(Stored items)
****************************************

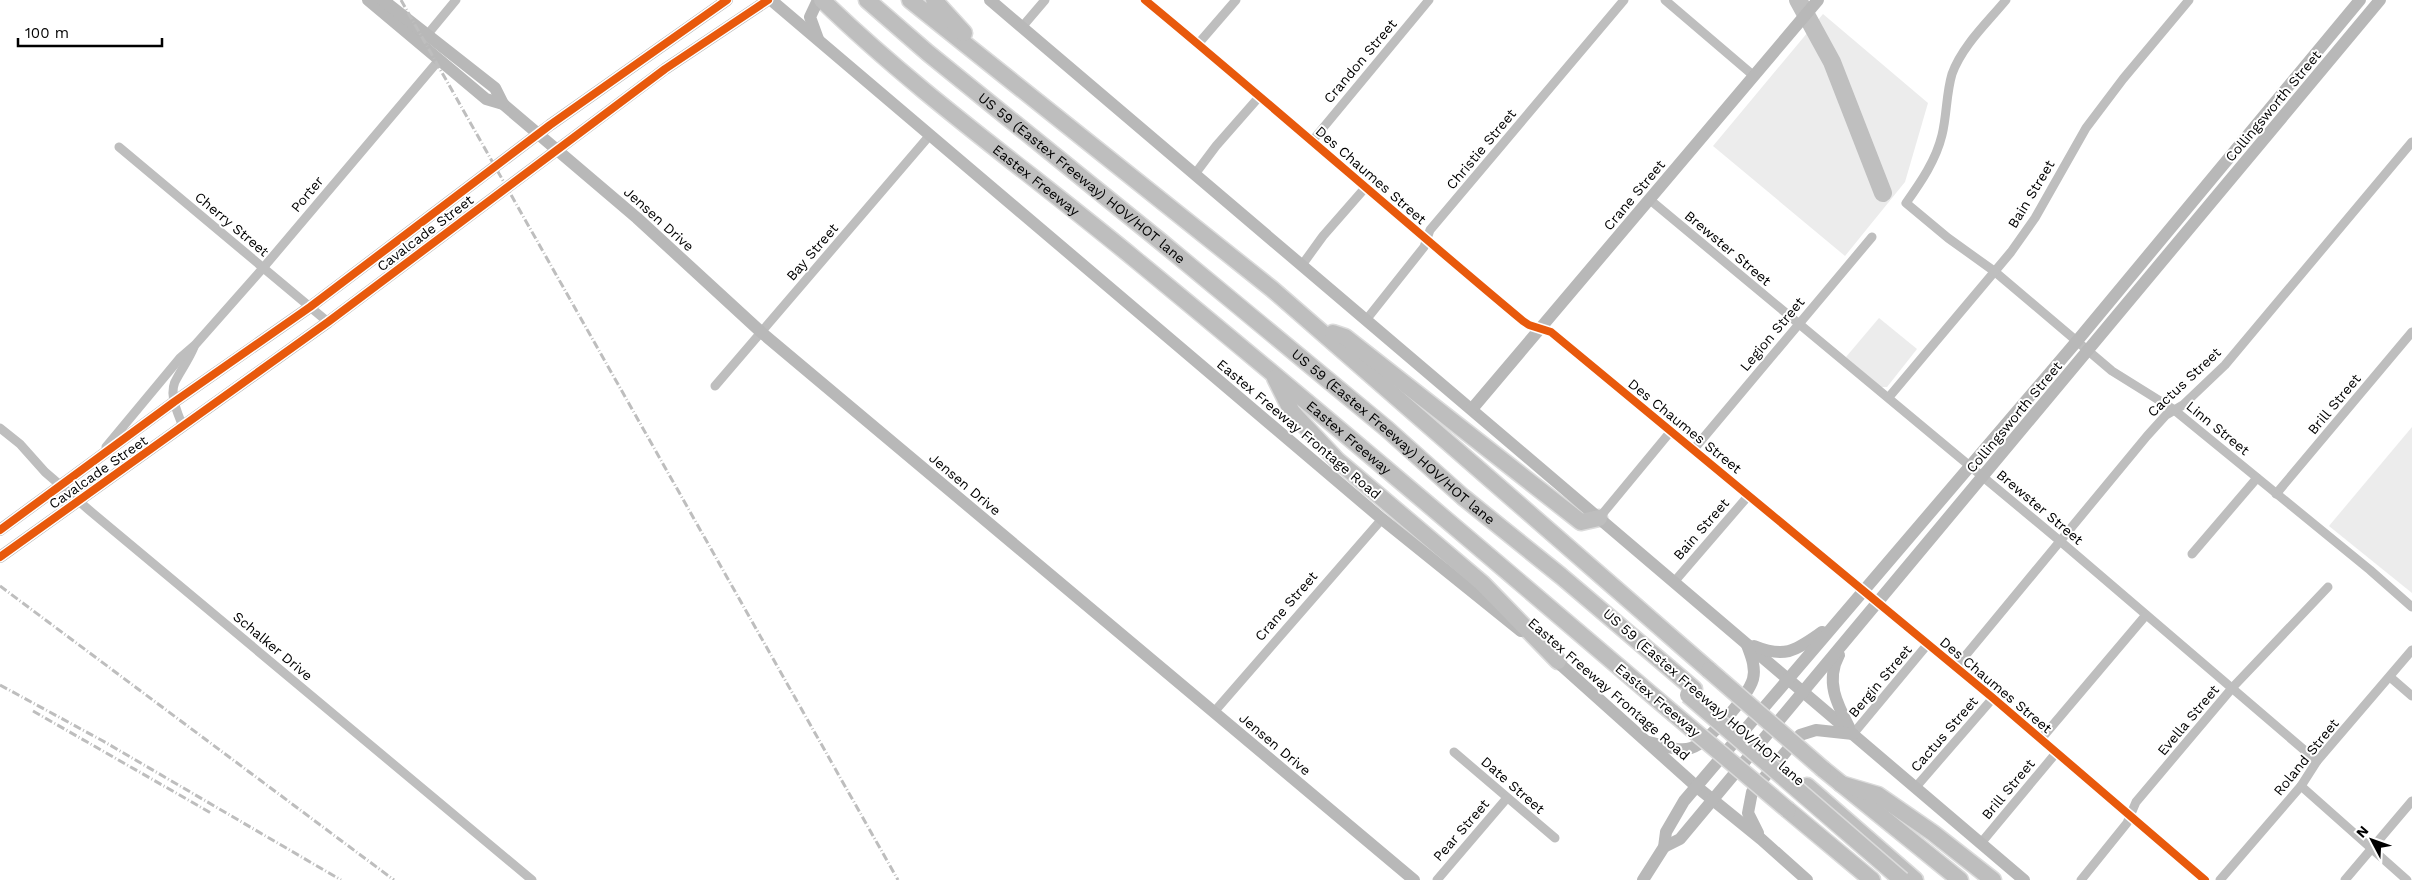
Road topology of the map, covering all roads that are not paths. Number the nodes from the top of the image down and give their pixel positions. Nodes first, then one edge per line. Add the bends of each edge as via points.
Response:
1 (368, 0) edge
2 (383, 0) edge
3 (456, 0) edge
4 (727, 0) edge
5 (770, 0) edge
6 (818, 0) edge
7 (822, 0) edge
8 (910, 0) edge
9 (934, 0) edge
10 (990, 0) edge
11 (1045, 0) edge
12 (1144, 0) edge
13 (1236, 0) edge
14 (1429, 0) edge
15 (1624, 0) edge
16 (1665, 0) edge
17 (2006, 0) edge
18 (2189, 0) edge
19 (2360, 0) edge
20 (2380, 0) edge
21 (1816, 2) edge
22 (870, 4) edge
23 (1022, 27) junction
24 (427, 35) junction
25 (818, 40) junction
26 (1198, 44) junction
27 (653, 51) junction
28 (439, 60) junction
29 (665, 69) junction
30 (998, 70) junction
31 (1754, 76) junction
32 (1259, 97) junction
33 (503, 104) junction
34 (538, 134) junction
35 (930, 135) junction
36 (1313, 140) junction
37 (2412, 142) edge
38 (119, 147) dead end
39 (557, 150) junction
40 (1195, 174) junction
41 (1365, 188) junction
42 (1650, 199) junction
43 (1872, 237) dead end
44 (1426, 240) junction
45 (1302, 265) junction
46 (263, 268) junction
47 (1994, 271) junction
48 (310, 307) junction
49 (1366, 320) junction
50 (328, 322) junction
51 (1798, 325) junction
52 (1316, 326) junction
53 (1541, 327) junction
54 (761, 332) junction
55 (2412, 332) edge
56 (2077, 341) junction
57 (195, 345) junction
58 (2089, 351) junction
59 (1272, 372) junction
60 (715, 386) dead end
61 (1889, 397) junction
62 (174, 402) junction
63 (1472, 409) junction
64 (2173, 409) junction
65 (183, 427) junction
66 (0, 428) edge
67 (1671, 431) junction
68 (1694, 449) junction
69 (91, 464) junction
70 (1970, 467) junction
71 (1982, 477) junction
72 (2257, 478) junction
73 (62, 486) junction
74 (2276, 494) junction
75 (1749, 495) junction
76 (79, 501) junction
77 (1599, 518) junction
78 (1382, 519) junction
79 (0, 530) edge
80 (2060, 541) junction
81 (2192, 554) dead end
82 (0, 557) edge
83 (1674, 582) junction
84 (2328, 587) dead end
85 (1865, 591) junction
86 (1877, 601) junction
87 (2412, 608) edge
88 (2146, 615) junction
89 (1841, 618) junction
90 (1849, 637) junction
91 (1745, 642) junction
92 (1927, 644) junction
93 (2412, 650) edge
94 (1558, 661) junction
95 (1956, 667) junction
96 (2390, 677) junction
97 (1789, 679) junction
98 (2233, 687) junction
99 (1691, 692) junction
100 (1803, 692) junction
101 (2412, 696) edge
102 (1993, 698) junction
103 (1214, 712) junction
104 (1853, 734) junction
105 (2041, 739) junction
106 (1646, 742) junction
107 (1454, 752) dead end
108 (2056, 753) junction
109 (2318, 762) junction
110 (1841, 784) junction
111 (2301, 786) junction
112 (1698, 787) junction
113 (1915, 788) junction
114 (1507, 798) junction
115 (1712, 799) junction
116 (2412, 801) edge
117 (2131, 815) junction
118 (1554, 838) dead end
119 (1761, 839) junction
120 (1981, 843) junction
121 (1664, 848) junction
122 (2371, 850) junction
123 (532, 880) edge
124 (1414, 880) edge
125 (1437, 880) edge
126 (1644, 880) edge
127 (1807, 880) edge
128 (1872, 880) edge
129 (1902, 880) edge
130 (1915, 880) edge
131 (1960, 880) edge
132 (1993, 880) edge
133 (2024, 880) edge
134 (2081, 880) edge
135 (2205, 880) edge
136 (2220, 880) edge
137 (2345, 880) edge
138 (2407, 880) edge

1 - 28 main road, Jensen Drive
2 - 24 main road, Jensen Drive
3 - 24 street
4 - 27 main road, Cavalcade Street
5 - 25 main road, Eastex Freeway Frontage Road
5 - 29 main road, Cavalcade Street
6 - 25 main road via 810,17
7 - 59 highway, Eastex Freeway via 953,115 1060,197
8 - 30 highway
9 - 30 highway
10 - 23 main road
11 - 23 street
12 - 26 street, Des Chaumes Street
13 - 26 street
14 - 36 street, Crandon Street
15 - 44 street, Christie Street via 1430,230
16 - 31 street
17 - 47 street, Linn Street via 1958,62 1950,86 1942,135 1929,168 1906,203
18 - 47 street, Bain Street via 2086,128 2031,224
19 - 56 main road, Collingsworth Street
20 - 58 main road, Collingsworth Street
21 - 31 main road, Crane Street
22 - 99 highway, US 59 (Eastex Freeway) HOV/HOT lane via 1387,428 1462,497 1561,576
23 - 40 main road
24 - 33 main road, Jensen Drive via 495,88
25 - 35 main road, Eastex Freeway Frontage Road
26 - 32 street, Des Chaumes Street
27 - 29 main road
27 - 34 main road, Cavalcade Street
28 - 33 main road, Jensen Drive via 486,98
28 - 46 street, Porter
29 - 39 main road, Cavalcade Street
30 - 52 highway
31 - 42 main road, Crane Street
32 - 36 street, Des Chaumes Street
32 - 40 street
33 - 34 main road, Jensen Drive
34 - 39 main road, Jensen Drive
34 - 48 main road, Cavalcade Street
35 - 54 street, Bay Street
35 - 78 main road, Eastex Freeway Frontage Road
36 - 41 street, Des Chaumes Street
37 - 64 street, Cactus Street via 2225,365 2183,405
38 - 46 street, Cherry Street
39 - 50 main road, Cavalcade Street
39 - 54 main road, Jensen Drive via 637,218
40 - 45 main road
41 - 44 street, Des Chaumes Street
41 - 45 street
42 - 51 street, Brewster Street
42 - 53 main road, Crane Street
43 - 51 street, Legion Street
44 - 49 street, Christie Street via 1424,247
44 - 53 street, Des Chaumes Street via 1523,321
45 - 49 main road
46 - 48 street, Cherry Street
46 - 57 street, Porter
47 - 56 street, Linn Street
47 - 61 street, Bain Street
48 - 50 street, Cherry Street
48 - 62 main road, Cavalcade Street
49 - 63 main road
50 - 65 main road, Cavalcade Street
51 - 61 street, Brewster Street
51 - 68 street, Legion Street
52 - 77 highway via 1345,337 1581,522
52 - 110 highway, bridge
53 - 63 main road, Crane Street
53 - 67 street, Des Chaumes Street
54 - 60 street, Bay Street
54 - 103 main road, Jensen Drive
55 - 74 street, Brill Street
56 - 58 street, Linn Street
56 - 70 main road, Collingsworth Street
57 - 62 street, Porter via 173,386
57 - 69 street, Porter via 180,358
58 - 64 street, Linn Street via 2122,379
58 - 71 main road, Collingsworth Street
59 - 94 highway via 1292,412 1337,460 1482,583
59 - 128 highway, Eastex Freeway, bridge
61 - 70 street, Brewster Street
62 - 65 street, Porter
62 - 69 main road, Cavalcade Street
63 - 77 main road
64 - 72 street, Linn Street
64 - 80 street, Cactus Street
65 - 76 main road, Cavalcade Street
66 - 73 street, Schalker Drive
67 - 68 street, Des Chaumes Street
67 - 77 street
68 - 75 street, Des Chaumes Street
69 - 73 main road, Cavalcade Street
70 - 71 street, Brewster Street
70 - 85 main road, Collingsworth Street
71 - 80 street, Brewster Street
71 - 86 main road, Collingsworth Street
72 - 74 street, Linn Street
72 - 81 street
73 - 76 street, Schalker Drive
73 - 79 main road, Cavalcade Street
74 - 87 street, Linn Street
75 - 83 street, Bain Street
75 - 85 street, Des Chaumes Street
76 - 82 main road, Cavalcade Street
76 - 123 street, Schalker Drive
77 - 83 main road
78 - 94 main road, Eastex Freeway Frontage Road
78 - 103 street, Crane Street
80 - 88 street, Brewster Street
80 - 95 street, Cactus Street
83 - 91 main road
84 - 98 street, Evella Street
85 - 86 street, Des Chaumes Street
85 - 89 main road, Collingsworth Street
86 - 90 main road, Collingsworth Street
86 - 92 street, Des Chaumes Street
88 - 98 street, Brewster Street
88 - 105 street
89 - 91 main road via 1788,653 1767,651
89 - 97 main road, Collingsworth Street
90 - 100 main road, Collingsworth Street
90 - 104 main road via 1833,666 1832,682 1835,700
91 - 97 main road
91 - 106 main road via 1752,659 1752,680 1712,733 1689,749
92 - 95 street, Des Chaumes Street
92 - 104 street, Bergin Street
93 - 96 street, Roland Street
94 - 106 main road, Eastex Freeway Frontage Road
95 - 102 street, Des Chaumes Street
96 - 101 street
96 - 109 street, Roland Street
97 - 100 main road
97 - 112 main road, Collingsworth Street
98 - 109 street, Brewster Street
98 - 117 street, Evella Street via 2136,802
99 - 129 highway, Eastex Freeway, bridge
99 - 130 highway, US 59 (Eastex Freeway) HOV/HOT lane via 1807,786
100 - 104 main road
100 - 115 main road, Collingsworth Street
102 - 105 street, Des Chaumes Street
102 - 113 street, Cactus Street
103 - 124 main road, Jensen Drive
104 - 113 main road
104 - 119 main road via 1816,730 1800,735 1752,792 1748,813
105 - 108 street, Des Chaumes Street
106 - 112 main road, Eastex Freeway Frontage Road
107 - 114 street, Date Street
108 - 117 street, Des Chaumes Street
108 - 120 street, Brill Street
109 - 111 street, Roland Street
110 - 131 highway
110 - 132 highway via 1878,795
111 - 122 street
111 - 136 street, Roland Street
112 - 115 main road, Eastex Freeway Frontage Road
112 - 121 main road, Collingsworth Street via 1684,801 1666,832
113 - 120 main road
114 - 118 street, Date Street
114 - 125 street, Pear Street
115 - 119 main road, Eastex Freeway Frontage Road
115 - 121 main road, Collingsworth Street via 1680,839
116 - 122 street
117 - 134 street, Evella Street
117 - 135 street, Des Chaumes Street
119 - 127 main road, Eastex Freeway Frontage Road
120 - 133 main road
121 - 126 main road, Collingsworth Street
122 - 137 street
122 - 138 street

****************************************

▶ What to work on
For this exercise, find all lines in the records containing the word "Brill" and copy them.

▶ Your response
55 - 74 street, Brill Street
108 - 120 street, Brill Street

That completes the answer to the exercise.